Andare o no al Pronto Soccorso?

Redazione A cura di “La Redazione” Pubblicato il 28/11/2017 Aggiornato il 17/06/2026

Un lattantino con febbre deve sempre essere visitato dal pediatra, anche se non c'è bisogno di ricorrere al Pronto Soccorso, se all'aumento della temperatura non si associa alcun segno di sofferenza (abbattimento, sonnolenza, pianto lamentoso, poca reattività).

Una domanda di: Tiziana
Salve, mi chiamo Tiziana, sono una mamma alle prime armi. La mia bimba, nata il 12 settembre, stanotte si è agitata insolitamente e ha mangiato pochino a causa di aria nel pancino, (non riesce molto spesso a digerire il latte rapidamente) e da stamattina piange un po’ di meno. Adesso le ho dato il latte e misurato la temperatura è a 38 con il ciuccio termometro: vorrei sapere se le due cose sono collegate. Magari si è agitata troppo ed è salita la temperatura? Oppure dovrei portarla al pronto soccorso? Lei dorme tranquilla , ma io son preoccupata. In ogni caso domani andrò dal pediatra che adesso non mi risponde, ma nell’attesa? Grazie in anticipo

Stefano Geraci
Stefano Geraci

Cara mamma, trattandosi di una bimba così piccola è giusto, visto che ha la febbre, farla visitare dal suo pediatra. In Pronto Soccorso è necessario invece andare se alla febbre si associano sonnolenza, abbattimento, rifiuto delle poppate, poca reattività, pianto lamentoso e se la pelle appare calda e arrossata, insomma se la piccola manifesta segni di sofferenza.

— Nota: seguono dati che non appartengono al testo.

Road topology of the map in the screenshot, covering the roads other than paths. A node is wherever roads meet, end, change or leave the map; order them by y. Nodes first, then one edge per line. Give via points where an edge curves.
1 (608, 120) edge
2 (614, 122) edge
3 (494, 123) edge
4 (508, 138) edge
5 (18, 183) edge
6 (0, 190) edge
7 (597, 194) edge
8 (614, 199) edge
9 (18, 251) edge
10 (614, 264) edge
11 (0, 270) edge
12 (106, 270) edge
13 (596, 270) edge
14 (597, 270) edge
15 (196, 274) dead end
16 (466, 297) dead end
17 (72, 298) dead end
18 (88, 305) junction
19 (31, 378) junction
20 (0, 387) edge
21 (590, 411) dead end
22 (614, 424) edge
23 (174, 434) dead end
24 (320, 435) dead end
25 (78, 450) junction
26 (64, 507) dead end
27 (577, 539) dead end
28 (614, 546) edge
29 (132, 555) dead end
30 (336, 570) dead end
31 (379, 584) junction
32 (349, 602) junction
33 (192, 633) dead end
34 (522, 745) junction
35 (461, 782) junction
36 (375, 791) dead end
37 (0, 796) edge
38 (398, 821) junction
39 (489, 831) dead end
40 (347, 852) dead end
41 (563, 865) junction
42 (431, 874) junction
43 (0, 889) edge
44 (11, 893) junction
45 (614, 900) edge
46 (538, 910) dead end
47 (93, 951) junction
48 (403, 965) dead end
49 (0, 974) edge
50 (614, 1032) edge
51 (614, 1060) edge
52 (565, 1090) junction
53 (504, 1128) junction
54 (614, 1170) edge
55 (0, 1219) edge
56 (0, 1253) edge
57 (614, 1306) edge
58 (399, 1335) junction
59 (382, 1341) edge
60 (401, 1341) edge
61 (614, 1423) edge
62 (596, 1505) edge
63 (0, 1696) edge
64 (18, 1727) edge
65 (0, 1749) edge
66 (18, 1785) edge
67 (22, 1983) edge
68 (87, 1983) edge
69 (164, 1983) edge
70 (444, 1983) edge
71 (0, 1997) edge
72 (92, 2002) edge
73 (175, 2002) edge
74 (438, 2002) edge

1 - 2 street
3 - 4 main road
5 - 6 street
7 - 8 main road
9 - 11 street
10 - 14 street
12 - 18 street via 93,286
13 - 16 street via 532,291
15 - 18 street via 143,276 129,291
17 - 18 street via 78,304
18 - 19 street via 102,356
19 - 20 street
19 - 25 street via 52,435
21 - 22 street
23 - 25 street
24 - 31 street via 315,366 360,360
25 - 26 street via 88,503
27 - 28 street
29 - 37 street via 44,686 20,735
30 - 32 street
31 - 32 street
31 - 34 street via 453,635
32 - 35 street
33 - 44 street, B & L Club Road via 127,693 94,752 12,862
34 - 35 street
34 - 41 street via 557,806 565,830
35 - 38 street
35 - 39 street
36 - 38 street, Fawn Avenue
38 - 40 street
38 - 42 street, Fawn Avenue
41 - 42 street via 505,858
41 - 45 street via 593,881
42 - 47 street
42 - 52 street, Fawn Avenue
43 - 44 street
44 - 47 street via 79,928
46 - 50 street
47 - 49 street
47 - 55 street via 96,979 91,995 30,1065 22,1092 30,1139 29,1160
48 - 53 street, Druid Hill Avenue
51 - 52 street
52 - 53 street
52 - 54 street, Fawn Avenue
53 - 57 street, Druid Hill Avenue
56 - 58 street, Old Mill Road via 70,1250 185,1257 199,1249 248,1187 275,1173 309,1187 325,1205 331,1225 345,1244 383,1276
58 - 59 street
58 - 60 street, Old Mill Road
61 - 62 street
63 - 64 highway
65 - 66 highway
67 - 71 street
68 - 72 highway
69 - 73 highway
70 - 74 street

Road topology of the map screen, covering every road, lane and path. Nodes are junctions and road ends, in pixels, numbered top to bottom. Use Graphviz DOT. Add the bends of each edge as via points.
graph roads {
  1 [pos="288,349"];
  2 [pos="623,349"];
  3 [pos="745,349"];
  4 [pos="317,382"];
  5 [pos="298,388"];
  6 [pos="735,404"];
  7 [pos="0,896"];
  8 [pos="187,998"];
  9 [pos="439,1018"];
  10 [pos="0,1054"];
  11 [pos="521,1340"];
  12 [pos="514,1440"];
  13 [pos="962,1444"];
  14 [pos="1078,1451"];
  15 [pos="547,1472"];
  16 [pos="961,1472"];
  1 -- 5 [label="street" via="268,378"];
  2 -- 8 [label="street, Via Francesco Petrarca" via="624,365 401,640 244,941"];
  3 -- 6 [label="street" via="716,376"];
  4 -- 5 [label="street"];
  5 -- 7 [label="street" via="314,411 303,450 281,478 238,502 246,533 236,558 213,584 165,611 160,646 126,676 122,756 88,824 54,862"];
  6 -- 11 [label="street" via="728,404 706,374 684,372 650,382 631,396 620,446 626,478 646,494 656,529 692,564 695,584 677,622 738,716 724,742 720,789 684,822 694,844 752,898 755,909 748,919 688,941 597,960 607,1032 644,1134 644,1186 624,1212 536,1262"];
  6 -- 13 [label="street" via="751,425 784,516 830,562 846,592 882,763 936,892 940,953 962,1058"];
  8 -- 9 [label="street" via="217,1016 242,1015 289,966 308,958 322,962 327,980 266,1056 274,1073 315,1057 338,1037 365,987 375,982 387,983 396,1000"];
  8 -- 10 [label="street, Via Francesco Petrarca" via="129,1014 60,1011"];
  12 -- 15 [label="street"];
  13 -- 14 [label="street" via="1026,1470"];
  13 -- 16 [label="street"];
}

Diversamente, come mi sembra in questo caso, si può attendere il parere del pediatra. Per quanto riguarda la febbre, è sempre dovuta a virus o a batteri, quindi non è legata al pianto o allo stato di agitazione. Per quanto riguarda il fatto che “non digerisce il latte” , credo sia sufficiente tenerla diritta almeno per i 20-30 minuti dopo la fine della poppata. Tenga presente che il latte è l’alimento d’elezione per i lattanti quindi il loro apparato gastrointestinale non risente della sua assunzione. Con cordialità.